🤖 AI Summary
Existing contrastive learning methods lack a unified theoretical foundation for robustness against label noise. Method: This paper establishes the first general robustness criterion for supervised contrastive loss, derives the theoretically necessary and sufficient conditions for robustness, and rigorously proves that InfoNCE is not robust under label noise. Based on this analysis, we propose SymNCE—a symmetrically regularized contrastive loss—designed via functional perturbation analysis, explicit noise modeling, and symmetry-based loss construction. Contribution/Results: SymNCE enjoys both theoretical robustness guarantees and strong empirical performance. Moreover, our framework unifies and interprets mainstream robust techniques (e.g., nearest-neighbor filtering).

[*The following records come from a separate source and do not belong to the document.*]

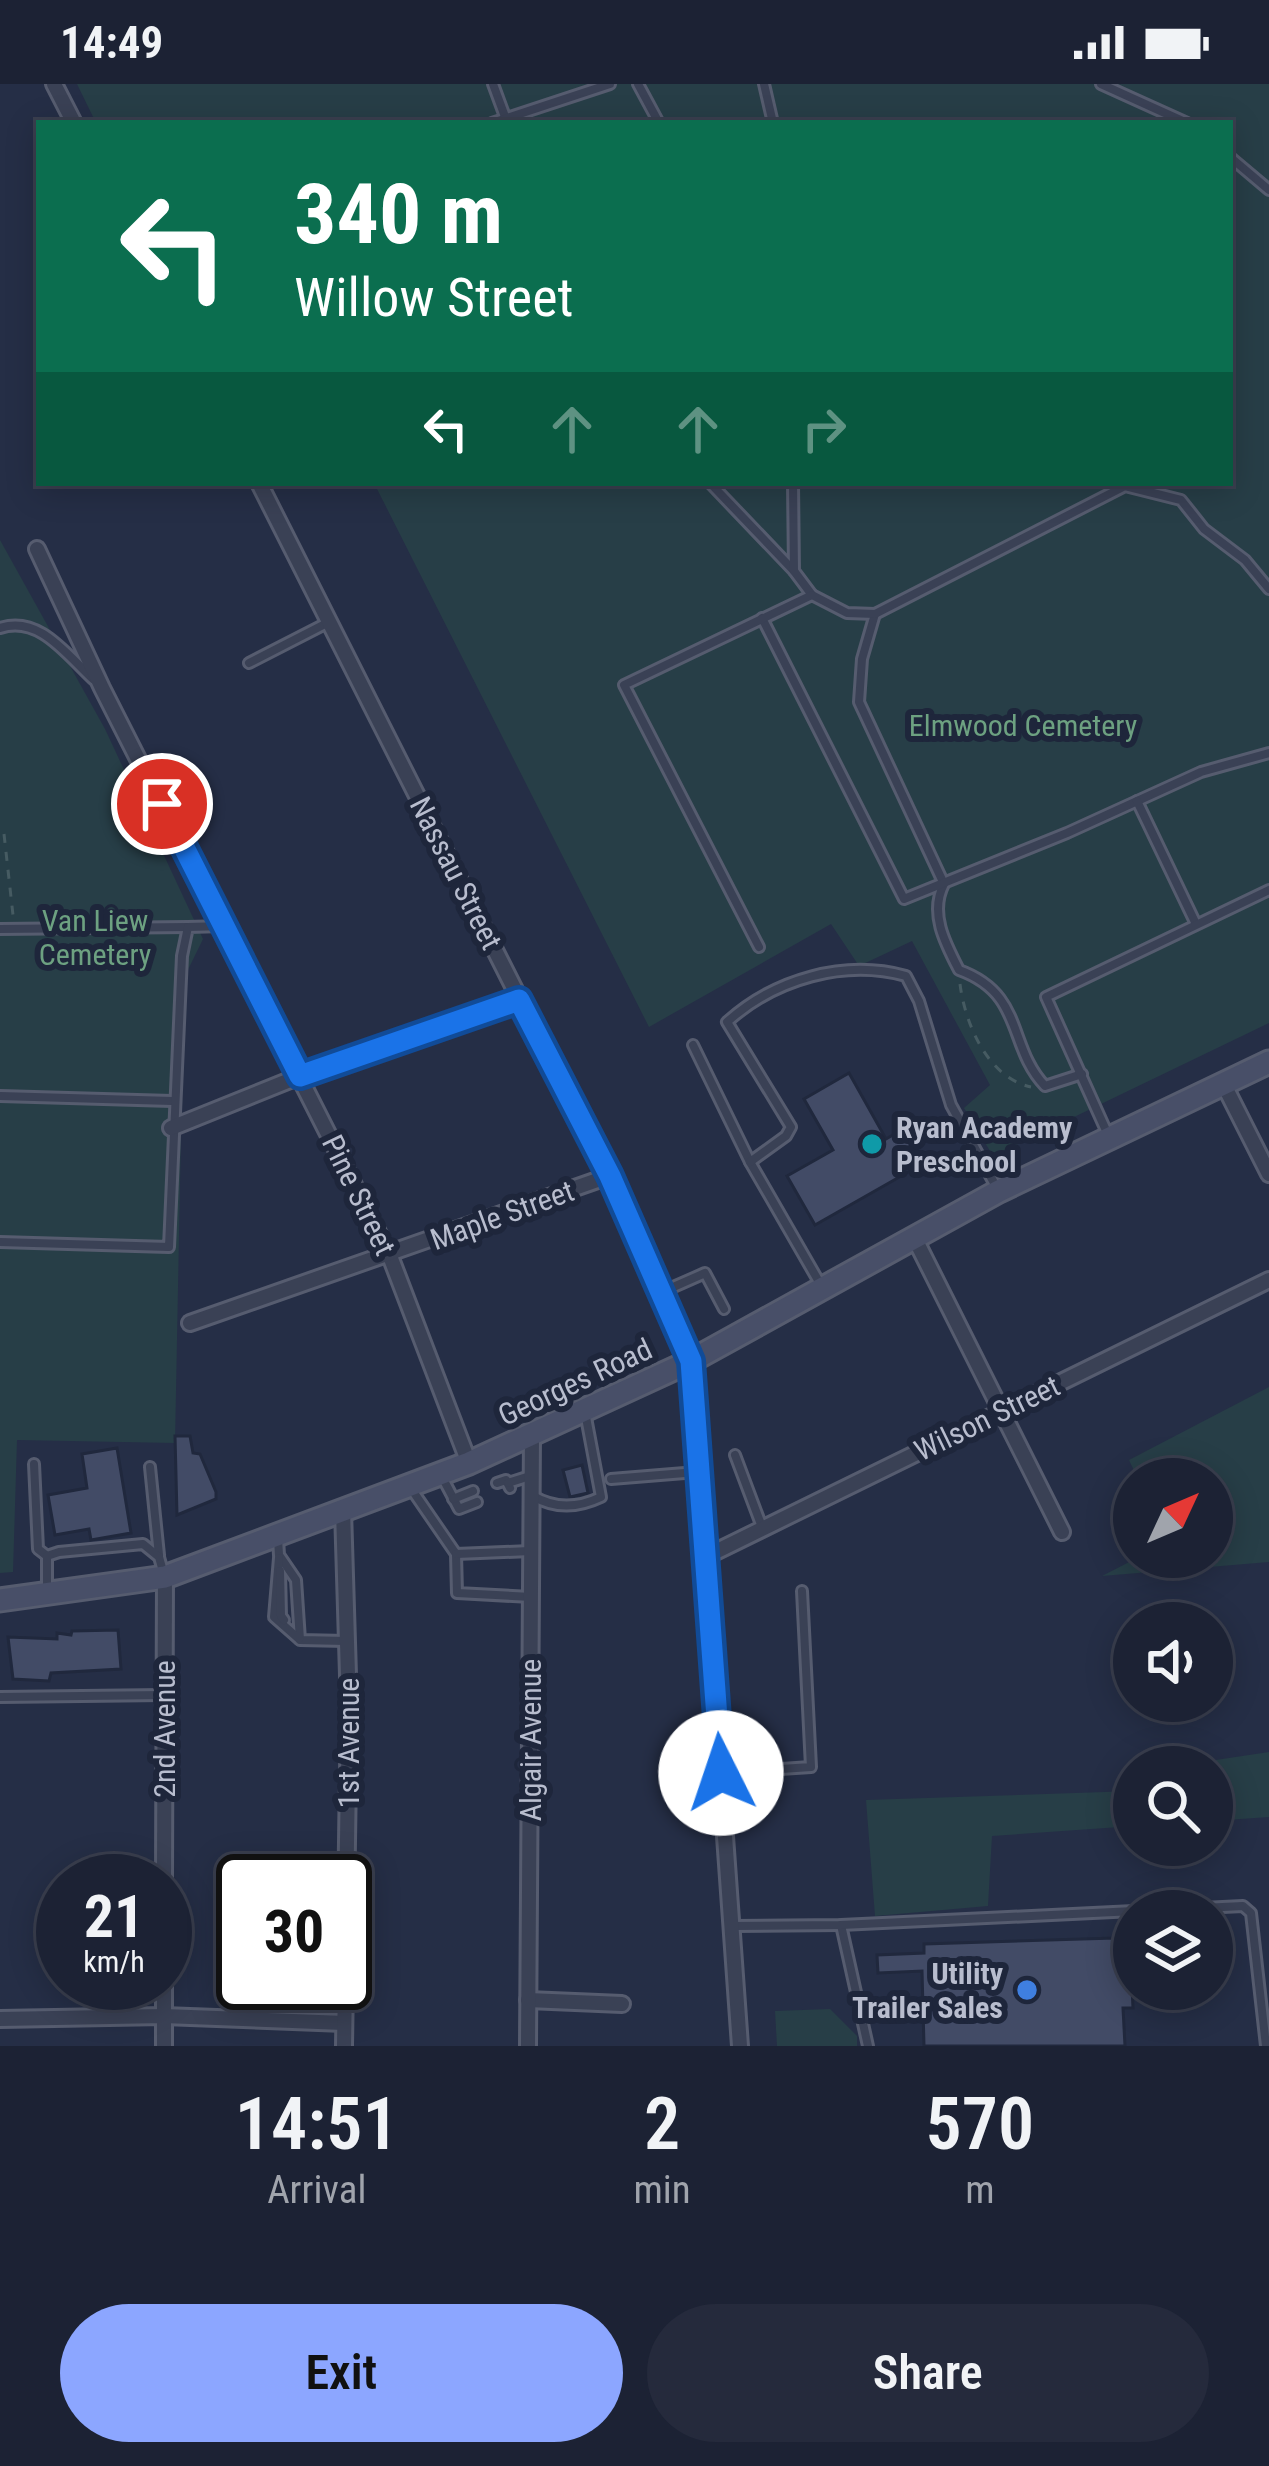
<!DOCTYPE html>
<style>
body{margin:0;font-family:"Roboto Condensed",sans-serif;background:#252a3c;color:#f1f3f6;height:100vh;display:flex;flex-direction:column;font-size:45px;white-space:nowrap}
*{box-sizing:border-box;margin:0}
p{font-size:39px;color:#a0a4ac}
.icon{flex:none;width:66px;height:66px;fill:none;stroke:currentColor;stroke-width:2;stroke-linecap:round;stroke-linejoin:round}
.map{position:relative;height:1962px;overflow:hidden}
.side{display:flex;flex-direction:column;background:#1c2234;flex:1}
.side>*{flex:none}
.banner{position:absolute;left:36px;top:36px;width:1197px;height:366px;border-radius:0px;box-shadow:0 6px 30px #0003,0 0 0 3px #3a3f4f;background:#0b6e4f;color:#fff;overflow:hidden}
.needle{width:78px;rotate:46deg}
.buttons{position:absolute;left:1113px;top:1374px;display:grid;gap:24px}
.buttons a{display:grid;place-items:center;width:120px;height:120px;border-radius:50%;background:#1c2234;box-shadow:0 6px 30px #0003,0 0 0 3px #3a3f4f;font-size:60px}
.speed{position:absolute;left:36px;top:1770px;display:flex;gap:24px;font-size:60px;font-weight:700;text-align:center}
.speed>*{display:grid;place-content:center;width:156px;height:156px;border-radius:50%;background:#1c2234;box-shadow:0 6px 30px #0003,0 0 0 3px #3a3f4f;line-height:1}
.speed small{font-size:30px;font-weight:400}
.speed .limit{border:6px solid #111;border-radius:18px;background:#fff;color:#111}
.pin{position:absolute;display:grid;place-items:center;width:102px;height:102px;color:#fff;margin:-51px;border:6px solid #fff;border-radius:50%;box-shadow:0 3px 12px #0007}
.me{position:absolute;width:132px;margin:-66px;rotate:356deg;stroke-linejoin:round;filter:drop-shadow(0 0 9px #0008)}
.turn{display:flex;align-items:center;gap:42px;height:252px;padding:0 60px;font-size:54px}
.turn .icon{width:156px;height:156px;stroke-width:2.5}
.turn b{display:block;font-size:84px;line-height:102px}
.lanes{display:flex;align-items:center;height:114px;padding:0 60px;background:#0003;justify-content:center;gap:60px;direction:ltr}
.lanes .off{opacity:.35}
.eta{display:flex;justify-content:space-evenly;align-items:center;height:204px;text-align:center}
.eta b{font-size:72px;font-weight:600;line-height:84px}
.primary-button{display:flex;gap:24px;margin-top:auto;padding:24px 60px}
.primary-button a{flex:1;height:138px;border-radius:72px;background:#8ca6ff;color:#111;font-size:48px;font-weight:600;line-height:138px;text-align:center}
.primary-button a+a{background:#252a3c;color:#f1f3f6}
.status{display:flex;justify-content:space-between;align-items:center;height:84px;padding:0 60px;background:#1c2234;direction:ltr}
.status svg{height:33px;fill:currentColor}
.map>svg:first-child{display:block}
</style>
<div class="status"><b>14:49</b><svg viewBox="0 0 49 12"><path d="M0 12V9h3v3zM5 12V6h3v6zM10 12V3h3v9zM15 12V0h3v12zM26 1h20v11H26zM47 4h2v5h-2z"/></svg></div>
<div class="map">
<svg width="1269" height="1962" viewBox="0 0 1269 1962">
<rect width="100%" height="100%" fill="#252e46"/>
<!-- green -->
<g fill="#273e47">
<path d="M77,0H1269V939L993,1072L964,1024L990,1001L912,857L859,882L831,840L649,943L374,399H1230V39H96Z"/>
<path d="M0,456L105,645L203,855L184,894L175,1359L17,1356L13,1488L0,1489Z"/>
<path d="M1269,1303V1478L1102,1492L1139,1473H1212V1395H1138L1129,1376Z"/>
<path d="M1269,1668V1733L1212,1737V1683H1169Z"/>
<path d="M1134,1707V1742L992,1752L988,1822L875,1832L866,1716Z"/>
<path d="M830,1925L857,1952V1962H777L775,1927Z"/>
</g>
<!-- building -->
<g fill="#424b66" stroke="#20283d" stroke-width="3">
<path d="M849,989L886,1055L905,1044L924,1079L815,1141L787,1092L833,1066L804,1015Z"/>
<path d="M175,1352H190L193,1369L200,1370L216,1408V1415L177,1431Z"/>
<path d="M117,1364L131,1449L91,1456L89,1445L55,1451L48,1411L87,1404L82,1370Z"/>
<path d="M582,1381L588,1409L570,1413L563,1386Z"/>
<path d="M118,1546L121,1585L51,1589L49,1597L13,1595L8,1553L57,1555V1549L71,1551L72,1547Z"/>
<path d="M1115,1854L1116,1863L1130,1862L1133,1924H1123L1125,1962H924L922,1887L878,1889L877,1871L924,1869V1860Z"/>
</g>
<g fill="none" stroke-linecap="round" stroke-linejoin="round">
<!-- lane casing -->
<g stroke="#565c6f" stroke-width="14">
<g id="lane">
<path d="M493,0L507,38"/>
<path d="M638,0L659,39"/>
<path d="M764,0L773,39"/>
<path d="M1101,0L1187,39"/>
<path d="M492,39L610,0"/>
<path d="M1230,73L1269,106"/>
<path d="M710,399L794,487"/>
<path d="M793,399L794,487L812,511"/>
<path d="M875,530L862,575L859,618L944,800C929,829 945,859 959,886C1025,910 1007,962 1045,1002L1082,990"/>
<path d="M762,534L904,815L1067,749L1201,688L1269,669"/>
<path d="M0,544C39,531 66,570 93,595"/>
<path d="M249,579L329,538"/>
<path d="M1137,717L1195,838"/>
<path d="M0,845L188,843"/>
<path d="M759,863L624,601L812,511L847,529L875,530L1125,402L1181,416L1204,445L1245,476L1269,505"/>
<path d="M693,961L750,1078L822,1203"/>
<path d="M0,1012L172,1017"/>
<path d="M1109,1053L1046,913L1269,806"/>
<path d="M750,1078L786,1052L791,1043L727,938C775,895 844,875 906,892L919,917L951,1021L998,1106"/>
<path d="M0,1158L169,1163L182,872L188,843L224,842"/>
<path d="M662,1208L705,1189L724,1225"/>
<path d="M735,1371L762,1443"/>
<path d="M34,1380L38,1465L47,1472"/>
<path d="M150,1383L159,1471"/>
<path d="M441,1391L459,1425L477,1418"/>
<path d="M611,1395L697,1388"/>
<path d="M497,1399L506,1396L510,1404"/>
<path d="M508,1399L530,1392"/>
<path d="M410,1403L456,1470L457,1509L531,1513"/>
<path d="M533,1412C555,1425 578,1424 601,1413L585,1328"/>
<path d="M453,1415L473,1407"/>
<path d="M278,1455L279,1471L296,1496L300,1556L346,1557"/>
<path d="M456,1470L530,1467"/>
<path d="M279,1474L274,1533L299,1555"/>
<path d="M280,1487L281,1532L284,1536"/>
<path d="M47,1507V1472L59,1468L143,1460L159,1473L164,1491"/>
<path d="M0,1613L164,1611"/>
<path d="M722,1689L811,1683L802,1507"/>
<path d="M1142,1827L1243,1822L1251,1829L1266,1962"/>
<path d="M841,1841L868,1962"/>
<path d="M733,1842L841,1841L1134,1827"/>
</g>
</g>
<!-- street casing -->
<g stroke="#565c6f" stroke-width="20">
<g id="street">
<path d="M54,0L74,39"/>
<path d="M259,399L609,1092L691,1277L740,1962"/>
<path d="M37,465L102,604L390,1172L469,1379"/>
<path d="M1223,999L1269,1090"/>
<path d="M171,1044L300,992L519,916"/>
<path d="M914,1153L1062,1448"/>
<path d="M190,1239L609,1092"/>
<path d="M343,1426L349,1624L345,1891"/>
<path d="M705,1473L1269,1196"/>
<path d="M164,1797L165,1493"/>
<path d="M528,1916L622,1920"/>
<path d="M0,1935L164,1932L344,1939"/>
<path d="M164,1962V1899"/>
<path d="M344,1962L345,1899"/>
<path d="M528,1962L532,1351"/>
</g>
</g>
<!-- secondary casing -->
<g stroke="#565c6f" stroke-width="27">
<path id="secondary" d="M0,1516L165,1493L469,1379L691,1277L999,1107L1269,978"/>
</g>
<!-- path -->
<g stroke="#465b62" stroke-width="3" stroke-dasharray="9 9" stroke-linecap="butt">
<path d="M4,750L13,831"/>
<path d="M960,900C965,940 988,994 1031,1003"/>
</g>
<!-- lane -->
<use href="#lane" stroke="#3a4155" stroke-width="8"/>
<!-- street -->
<use href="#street" stroke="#3a4155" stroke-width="14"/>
<!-- secondary -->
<use href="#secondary" stroke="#484f68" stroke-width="21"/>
</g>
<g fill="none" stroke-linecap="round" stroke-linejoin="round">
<!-- route casing -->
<g stroke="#114b97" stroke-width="30">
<path id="route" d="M162,720L300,992L519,916L610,1092L691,1277L721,1689"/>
</g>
<!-- route -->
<use href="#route" stroke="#1a73e8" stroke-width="21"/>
</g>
<!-- markers -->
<circle fill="#0f9aa8" stroke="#1e263b" stroke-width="4.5" cx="872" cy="1060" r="12"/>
<circle fill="#3f7fe0" stroke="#1e263b" stroke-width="4.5" cx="1027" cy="1906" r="12"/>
<g text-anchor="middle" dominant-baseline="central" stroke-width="12" stroke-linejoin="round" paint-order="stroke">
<!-- park labels -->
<g font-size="30" fill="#6da181" stroke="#1e263b">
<text x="1023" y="641">Elmwood Cemetery</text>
<text x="95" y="836">Van Liew<tspan x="95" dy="34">Cemetery</tspan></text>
</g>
<!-- street labels -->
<g font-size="30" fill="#b8bdce" stroke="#1e263b">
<text transform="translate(456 789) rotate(63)">Nassau Street</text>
<text transform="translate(359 1111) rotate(64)">Pine Street</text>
<text transform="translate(502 1131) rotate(-20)">Maple Street</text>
<text transform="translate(575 1298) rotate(-25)">Georges Road</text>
<text transform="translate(987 1334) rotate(-26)">Wilson Street</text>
<text transform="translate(164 1645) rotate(-90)">2nd Avenue</text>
<text transform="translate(530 1656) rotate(-90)">Algair Avenue</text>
<text transform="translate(348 1659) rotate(-90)">1st Avenue</text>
</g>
<!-- poi labels -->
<g font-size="30" font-weight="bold" fill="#b8bdce" stroke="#1e263b" text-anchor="start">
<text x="896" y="1043">Ryan Academy<tspan x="896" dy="34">Preschool</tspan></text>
<text x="1003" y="1889" text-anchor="end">Utility<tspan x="1003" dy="34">Trailer Sales</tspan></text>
</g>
</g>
</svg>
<div class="buttons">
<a><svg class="needle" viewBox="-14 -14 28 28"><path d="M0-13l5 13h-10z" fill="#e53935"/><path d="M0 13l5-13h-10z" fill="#a0a4ac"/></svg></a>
<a><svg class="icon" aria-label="sound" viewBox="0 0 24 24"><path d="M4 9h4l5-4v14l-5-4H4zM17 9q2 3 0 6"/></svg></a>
<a><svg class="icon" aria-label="search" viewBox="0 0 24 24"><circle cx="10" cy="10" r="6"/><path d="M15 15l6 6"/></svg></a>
<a><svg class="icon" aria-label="layers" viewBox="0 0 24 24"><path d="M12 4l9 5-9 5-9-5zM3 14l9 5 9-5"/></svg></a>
</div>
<div class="speed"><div>21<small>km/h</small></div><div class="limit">30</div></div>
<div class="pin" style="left:162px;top:720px;background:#d93025"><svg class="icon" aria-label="arrive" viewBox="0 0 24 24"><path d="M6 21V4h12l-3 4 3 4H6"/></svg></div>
<svg class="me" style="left:721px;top:1689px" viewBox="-20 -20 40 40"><circle r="19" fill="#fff"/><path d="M0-13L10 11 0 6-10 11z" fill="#1a73e8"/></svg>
<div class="banner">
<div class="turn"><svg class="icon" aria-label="left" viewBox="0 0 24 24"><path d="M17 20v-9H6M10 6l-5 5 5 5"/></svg><div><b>340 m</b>Willow Street</div></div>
<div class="lanes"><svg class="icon" aria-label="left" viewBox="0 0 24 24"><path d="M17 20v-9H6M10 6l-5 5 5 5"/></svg><svg class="icon off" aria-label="ahead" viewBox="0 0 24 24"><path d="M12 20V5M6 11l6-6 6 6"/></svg><svg class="icon off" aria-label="ahead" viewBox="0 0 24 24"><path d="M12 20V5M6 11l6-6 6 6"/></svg><svg class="icon off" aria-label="right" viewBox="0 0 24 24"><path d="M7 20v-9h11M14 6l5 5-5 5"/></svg></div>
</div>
</div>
<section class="side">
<div class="eta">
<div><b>14:51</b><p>Arrival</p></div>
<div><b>2</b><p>min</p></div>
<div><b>570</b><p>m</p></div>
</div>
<div class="primary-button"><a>Exit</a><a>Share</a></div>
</section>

Experiments on CIFAR-10/100 and WebVision demonstrate that SymNCE significantly outperforms state-of-the-art methods, maintaining superior generalization even under high label noise (≥60%), thereby validating the efficacy of theory-driven design.
📝 Abstract
Learning from noisy labels is a critical challenge in machine learning, with vast implications for numerous real-world scenarios. While supervised contrastive learning has recently emerged as a powerful tool for navigating label noise, many existing solutions remain heuristic, often devoid of a systematic theoretical foundation for crafting robust supervised contrastive losses. To address the gap, in this paper, we propose a unified theoretical framework for robust losses under the pairwise contrastive paradigm. In particular, we for the first time derive a general robust condition for arbitrary contrastive losses, which serves as a criterion to verify the theoretical robustness of a supervised contrastive loss against label noise. The theory indicates that the popular InfoNCE loss is in fact non-robust, and accordingly inspires us to develop a robust version of InfoNCE, termed Symmetric InfoNCE (SymNCE). Moreover, we highlight that our theory is an inclusive framework that provides explanations to prior robust techniques such as nearest-neighbor (NN) sample selection and robust contrastive loss. Validation experiments on benchmark datasets demonstrate the superiority of SymNCE against label noise.